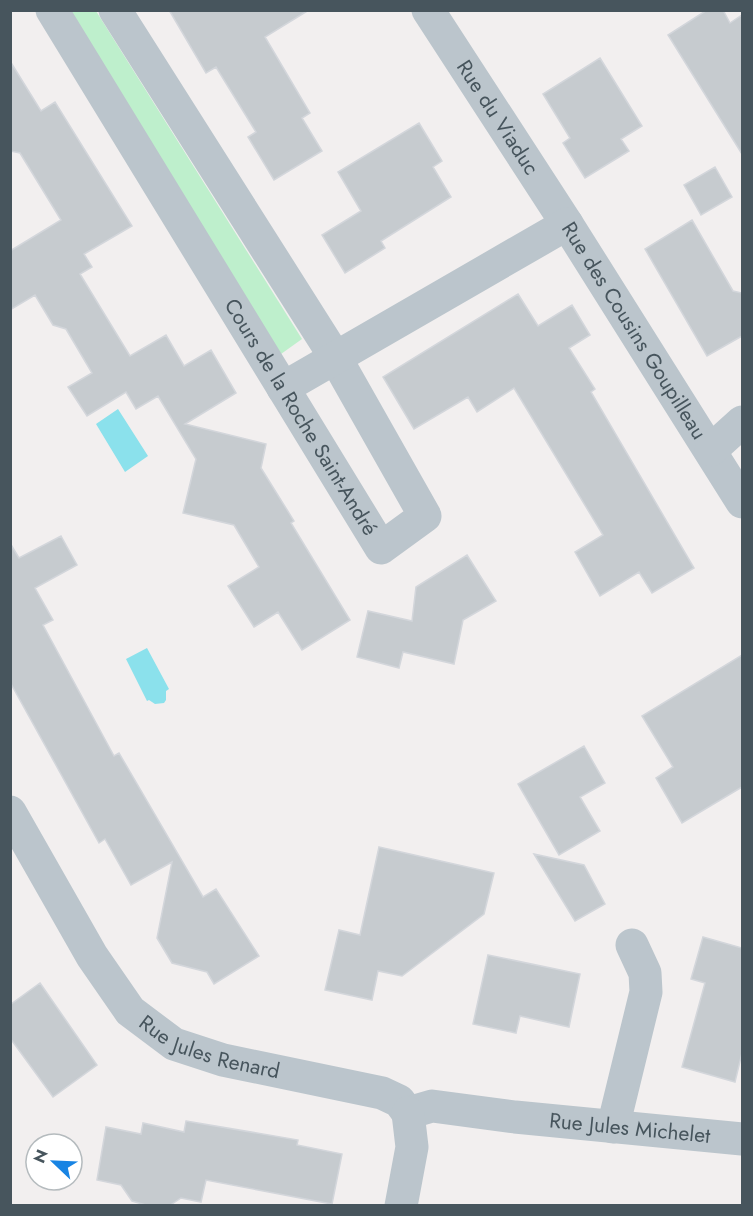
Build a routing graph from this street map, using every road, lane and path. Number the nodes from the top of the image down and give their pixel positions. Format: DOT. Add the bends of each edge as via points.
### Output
* * *
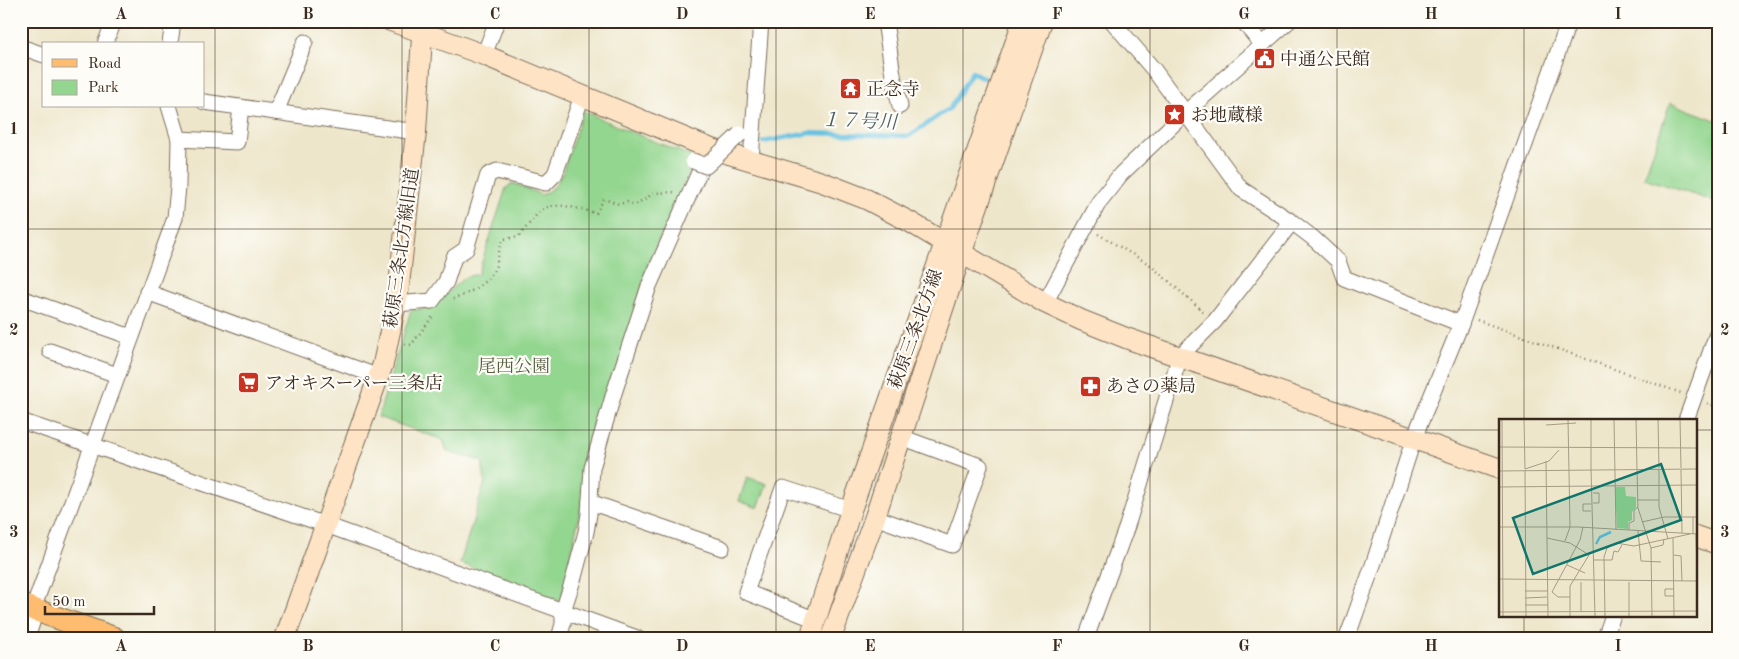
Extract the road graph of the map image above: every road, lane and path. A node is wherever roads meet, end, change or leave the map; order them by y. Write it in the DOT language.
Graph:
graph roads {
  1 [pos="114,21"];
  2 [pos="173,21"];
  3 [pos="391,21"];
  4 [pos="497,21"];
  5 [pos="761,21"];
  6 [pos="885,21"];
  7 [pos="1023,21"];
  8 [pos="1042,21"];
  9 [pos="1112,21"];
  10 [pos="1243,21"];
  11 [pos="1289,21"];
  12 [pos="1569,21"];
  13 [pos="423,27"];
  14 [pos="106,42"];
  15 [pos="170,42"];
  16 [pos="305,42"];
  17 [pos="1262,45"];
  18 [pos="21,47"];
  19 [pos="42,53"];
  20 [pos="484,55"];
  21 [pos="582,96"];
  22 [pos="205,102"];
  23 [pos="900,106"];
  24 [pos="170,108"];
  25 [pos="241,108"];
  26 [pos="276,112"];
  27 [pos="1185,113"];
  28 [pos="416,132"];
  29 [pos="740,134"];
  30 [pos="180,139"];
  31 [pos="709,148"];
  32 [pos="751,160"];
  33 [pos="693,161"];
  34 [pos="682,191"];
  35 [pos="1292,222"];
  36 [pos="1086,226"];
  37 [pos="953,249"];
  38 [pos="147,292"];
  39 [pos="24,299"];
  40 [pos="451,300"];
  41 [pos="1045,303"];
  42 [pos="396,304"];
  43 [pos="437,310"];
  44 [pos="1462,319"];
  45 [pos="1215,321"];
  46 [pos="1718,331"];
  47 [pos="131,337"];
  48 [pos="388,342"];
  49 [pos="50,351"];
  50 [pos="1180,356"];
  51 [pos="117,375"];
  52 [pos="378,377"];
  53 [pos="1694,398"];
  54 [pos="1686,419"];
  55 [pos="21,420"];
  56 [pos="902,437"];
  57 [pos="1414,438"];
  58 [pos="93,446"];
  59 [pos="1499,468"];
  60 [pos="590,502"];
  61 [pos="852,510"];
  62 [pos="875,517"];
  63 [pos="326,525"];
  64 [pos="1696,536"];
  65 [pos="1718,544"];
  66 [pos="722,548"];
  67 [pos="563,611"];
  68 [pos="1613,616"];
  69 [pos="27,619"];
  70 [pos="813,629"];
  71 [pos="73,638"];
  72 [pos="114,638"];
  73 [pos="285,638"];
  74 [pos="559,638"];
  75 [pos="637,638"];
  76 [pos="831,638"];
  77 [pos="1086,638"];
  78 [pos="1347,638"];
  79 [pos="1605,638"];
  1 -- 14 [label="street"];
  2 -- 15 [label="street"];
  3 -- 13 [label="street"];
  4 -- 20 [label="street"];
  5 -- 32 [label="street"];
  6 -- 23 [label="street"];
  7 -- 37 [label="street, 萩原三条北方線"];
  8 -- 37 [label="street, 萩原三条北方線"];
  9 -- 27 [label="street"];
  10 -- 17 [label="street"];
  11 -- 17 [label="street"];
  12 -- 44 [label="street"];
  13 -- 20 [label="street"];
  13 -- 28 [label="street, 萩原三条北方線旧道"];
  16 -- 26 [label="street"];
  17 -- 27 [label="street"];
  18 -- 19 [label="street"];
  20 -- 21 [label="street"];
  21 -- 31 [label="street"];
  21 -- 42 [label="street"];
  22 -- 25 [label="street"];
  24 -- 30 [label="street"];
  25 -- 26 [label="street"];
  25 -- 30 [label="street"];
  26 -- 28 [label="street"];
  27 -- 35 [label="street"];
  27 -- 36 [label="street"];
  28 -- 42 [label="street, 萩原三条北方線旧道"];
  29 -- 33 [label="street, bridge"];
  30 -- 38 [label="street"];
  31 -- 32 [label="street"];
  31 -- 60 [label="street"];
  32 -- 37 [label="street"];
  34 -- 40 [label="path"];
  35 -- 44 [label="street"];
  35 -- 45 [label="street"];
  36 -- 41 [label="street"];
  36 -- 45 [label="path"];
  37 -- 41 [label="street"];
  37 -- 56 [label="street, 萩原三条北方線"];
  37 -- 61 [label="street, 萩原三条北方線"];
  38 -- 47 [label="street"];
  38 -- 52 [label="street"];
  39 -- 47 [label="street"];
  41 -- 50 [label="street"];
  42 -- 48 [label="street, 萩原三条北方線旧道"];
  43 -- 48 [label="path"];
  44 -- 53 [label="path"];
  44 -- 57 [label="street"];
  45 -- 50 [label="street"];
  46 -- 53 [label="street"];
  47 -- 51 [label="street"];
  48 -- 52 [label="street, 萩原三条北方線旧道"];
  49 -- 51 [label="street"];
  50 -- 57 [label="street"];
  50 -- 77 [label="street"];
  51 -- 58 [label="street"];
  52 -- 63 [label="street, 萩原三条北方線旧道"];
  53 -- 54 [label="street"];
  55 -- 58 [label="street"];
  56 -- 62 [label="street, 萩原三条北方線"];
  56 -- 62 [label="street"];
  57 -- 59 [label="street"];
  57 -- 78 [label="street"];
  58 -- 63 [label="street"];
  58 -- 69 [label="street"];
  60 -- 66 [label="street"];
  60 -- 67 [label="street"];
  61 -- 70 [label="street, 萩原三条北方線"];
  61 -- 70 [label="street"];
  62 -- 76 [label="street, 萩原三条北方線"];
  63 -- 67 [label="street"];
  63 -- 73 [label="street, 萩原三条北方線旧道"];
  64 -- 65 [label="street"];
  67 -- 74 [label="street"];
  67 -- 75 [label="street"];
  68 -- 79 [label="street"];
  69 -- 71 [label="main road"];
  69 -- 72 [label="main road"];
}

Problem to solve: If a line in the records has the word "image", copy that line.

Task solution:
Build a routing graph from this street map, using every road, lane and path. Number the nodes from the top of the image down and give their pixel positions. Format: DOT. Add the bends of each edge as via points.
Extract the road graph of the map image above: every road, lane and path. A node is wherever roads meet, end, change or leave the map; order them by y. Write it in the DOT language.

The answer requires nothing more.